Living Retired — ‘THE STUPIDEST THING I HAVE EVER SAID!’

Living Retired — ‘THE STUPIDEST THING I HAVE EVER SAID!’

Living Retired – ‘THE STUPIDEST THING I HAVE EVER SAID!’

I have some very good news to share this week!

Yesterday afternoon Jan told me – well actually she flailed her arms and screamed! – “GARY! THAT IS THE STUPIDEST THING YOU HAVE EVER SAID!”  

At first I was shocked! But the more I thought about it, what Jan said to me made me feel rather good. My thinking was if it has taken this many years into our marriage for me to finally blurt out the stupidest thing I have ever said, I am doing pretty good! Would you not agree?

Before I tell you the stupidest thing I have ever said, here are a few other examples of stupid things I have said – but do not rank up there at the top as the stupidest thing I have ever said. For example…

There was the time we were shopping in Sarasota Florida. Jan emerged from the changeroom at Chicos wearing some bright flower print slacks she had tried on. She said, “I don’t think I look good in these slacks.” I said, “Okay, don’t buy them.”

WHAT WAS I THINKING! Apparently, “I don’t think I look good in these slacks” is wife code to their husband, and I was supposed to say, “Honey, you look great in those slacks! Buy them.”

Then there was the time I said something else stupid – but still not the stupidest thing I had ever said. We were at a Ruth’s Chris Steak House and Jan asked the waiter for the double-baked potato loaded with sour cream, chives, and bacon bits on the side. I realized she had been doing great losing a couple of pounds, so I innocently suggested, “Dear, I thought you were on a diet?”

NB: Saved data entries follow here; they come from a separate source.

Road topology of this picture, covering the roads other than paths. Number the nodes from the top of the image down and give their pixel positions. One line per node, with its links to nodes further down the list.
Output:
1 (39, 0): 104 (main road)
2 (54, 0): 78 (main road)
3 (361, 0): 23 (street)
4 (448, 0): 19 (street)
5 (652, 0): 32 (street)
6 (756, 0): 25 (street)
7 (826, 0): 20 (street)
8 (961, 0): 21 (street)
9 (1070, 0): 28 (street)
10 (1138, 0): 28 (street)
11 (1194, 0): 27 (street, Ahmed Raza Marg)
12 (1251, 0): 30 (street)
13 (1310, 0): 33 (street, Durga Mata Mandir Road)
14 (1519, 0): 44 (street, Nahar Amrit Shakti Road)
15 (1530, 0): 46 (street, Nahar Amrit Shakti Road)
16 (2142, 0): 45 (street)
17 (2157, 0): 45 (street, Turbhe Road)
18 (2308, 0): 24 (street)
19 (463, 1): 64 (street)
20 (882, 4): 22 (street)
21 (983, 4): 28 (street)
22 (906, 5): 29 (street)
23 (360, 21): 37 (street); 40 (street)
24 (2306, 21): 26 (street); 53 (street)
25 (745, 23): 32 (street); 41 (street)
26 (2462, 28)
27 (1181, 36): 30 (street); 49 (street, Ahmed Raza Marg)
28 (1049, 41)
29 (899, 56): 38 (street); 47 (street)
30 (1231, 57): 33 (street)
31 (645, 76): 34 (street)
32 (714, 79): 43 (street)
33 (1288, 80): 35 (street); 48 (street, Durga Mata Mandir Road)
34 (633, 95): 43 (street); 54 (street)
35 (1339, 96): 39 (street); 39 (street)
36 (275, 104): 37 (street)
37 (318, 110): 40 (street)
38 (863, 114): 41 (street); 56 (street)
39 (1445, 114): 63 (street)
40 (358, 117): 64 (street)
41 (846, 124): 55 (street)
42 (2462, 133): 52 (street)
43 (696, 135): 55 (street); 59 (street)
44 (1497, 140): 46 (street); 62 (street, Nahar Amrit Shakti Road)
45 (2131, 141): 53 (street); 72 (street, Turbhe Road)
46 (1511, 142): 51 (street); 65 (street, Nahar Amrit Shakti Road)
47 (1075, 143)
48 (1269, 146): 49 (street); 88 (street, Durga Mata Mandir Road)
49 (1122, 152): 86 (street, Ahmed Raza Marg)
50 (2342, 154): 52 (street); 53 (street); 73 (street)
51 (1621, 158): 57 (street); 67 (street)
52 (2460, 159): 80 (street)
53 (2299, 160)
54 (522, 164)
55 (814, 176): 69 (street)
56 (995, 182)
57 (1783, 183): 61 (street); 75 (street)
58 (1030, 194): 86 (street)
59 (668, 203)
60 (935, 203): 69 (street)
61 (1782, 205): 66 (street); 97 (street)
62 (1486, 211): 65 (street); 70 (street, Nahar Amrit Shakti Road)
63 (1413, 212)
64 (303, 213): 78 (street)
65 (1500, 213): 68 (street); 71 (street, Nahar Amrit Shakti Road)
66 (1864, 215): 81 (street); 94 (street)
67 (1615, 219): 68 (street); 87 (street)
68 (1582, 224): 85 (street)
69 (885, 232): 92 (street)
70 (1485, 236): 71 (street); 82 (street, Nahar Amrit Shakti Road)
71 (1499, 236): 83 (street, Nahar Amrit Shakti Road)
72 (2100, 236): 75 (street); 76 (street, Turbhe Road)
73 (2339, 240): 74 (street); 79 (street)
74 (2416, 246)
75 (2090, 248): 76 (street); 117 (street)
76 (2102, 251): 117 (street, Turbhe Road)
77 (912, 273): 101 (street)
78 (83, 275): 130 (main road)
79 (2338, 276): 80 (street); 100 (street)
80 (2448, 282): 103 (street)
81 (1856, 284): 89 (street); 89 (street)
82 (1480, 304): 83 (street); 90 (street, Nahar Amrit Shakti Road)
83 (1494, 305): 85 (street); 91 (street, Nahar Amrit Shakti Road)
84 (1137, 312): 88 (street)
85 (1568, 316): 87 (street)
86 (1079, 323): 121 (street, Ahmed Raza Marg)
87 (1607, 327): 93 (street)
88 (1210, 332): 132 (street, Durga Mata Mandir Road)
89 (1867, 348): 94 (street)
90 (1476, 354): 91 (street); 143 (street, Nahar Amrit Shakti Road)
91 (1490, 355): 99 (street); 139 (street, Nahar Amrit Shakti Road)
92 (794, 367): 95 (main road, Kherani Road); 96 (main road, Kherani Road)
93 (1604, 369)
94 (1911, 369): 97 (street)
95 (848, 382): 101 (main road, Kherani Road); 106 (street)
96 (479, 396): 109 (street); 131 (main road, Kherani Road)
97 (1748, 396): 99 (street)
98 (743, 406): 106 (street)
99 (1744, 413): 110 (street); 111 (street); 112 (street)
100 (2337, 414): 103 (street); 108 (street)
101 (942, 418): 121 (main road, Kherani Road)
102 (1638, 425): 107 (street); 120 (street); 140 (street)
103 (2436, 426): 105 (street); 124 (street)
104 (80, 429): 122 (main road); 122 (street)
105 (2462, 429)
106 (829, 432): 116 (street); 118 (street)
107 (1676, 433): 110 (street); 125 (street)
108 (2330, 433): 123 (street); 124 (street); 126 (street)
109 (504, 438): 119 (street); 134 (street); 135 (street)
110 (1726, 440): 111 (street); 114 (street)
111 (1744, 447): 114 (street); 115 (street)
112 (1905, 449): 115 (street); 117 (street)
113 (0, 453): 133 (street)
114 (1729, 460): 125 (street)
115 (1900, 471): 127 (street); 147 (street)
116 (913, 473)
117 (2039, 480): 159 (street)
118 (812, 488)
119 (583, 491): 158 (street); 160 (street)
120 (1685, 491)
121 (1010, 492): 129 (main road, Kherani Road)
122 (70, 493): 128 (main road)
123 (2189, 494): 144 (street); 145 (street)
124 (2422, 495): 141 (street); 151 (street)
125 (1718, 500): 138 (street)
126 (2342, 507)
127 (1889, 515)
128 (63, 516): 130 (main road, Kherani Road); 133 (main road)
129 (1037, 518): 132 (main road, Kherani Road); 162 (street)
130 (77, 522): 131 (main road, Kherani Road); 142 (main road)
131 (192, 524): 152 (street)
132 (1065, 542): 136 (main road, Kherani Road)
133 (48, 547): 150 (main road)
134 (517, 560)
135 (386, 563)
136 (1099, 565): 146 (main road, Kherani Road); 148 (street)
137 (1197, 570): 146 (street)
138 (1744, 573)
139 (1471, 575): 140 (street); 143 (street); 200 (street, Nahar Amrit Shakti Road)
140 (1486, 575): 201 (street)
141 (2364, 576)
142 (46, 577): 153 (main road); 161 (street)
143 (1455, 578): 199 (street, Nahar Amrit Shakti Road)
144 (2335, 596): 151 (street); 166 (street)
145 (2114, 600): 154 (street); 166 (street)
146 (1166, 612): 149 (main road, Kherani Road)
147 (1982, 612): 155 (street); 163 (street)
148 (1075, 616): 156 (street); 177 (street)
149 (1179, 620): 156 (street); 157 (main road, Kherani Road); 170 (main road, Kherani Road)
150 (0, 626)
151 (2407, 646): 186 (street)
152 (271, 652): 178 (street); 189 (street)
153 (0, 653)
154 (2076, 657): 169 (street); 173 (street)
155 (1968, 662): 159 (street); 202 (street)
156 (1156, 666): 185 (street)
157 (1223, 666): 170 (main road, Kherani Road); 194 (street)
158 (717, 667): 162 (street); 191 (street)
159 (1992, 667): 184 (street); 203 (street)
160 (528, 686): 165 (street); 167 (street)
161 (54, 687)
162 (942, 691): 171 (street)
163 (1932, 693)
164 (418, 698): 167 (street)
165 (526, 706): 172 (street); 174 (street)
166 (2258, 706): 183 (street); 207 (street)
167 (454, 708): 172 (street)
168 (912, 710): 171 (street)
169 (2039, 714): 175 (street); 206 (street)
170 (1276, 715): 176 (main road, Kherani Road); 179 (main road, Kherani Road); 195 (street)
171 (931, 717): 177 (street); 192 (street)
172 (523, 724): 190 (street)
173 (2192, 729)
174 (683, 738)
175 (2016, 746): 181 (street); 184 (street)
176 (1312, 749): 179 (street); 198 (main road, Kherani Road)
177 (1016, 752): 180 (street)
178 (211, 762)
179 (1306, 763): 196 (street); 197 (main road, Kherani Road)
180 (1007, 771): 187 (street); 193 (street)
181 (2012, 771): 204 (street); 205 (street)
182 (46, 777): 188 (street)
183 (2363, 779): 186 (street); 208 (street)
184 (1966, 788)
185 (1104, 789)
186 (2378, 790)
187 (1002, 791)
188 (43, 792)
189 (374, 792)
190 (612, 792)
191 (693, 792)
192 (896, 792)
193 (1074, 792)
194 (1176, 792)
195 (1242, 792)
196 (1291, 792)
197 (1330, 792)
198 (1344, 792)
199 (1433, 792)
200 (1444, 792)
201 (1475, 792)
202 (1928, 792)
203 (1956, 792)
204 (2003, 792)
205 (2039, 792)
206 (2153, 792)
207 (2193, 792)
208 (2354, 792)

WHAT WAS I THINKING! When the waiter left Jan said I was insensitive. Since when is being helpful insensitive?

Guys have you ever said to your wife, “Dear, don’t you think you already have enough Coach purses?” I have.

WHAT WAS I THINKING! Purses be damned! We did not speak for an hour.

Or there was the time we were driving, and we were lost. Jan was quite upset because I would not pull over to ask for directions. This is when I said, “If you think you can do any better YOU DRIVE!”

WHAT WAS I THINKING! Jan said, “Okay I will drive” but she was even more upset because I would not pull over to let her drive!

Here is another one of those stupid things I have said. In a moment of what turned out to be complete insanity, I suggested we could save a few dollars and instead of hiring a professional Jan and I would put up the new wallpaper in our master bathroom. You know where this one is going. We are in a small, confined space. I am standing on a step stool. The wallpaper is drooping. I am swearing. Finally, I merely suggested to Jan – okay I screamed! – “LOOK. DO YOU WANT ME TO HELP OR NOT!”

WHAT WAS I THINKING! It turns out saying, “LOOK DO YOU WANT ME TO HELP OR NOT” can be interpreted as meaning “No, I do not want you to help” which then put me a predicament: should I exit the bathroom, or bite my tongue and stay?

So, this brings me around to yesterday when Jan exclaimed, “GARY! THAT IS THE STUPIDEST THING YOU HAVE EVER SAID!”

I was relaxing on the sofa in our family room. Jan came in, very frustrated, and said, “Gary, have you seen my glasses? I have looked everywhere, and I cannot find them.”

This is when I said what was to become the stupidest thing I have ever said, “Dear, where did you have them last?”

WHAT WAS I THINKING! That innocent comment intended to help led to Jan losing it!

“For heavens sake if I knew where I had my glasses last I would know where they are! “GARY, THAT IS THE STUPIDEST THING YOU HAVE EVER SAID!”

What was I thinking? Apparently I was not.